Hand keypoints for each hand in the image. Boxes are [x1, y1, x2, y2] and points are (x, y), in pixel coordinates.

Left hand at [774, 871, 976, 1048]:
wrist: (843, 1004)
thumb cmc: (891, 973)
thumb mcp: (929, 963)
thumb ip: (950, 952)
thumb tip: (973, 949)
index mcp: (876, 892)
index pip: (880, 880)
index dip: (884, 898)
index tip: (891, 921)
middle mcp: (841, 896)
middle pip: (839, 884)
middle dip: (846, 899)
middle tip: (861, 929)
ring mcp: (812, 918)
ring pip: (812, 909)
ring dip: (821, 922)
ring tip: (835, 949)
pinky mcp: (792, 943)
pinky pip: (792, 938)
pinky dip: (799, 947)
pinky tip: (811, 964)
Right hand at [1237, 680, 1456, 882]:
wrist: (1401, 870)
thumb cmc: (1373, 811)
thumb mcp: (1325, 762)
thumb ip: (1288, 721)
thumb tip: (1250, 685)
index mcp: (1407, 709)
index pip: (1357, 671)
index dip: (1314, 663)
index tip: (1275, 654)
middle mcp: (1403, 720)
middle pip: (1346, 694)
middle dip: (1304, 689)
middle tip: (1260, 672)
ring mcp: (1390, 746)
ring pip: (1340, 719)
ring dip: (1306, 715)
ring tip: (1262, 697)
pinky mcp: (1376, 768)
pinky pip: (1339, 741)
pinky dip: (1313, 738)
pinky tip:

════════

Task prompt |
Within the records above, each line containing "pinky" is to be returned.

Result |
pinky mcp: (792, 943)
pinky pip: (792, 938)
pinky dip: (799, 947)
pinky tip: (811, 964)
pinky mcp: (1376, 768)
pinky pip: (1339, 741)
pinky dip: (1313, 738)
pinky tip:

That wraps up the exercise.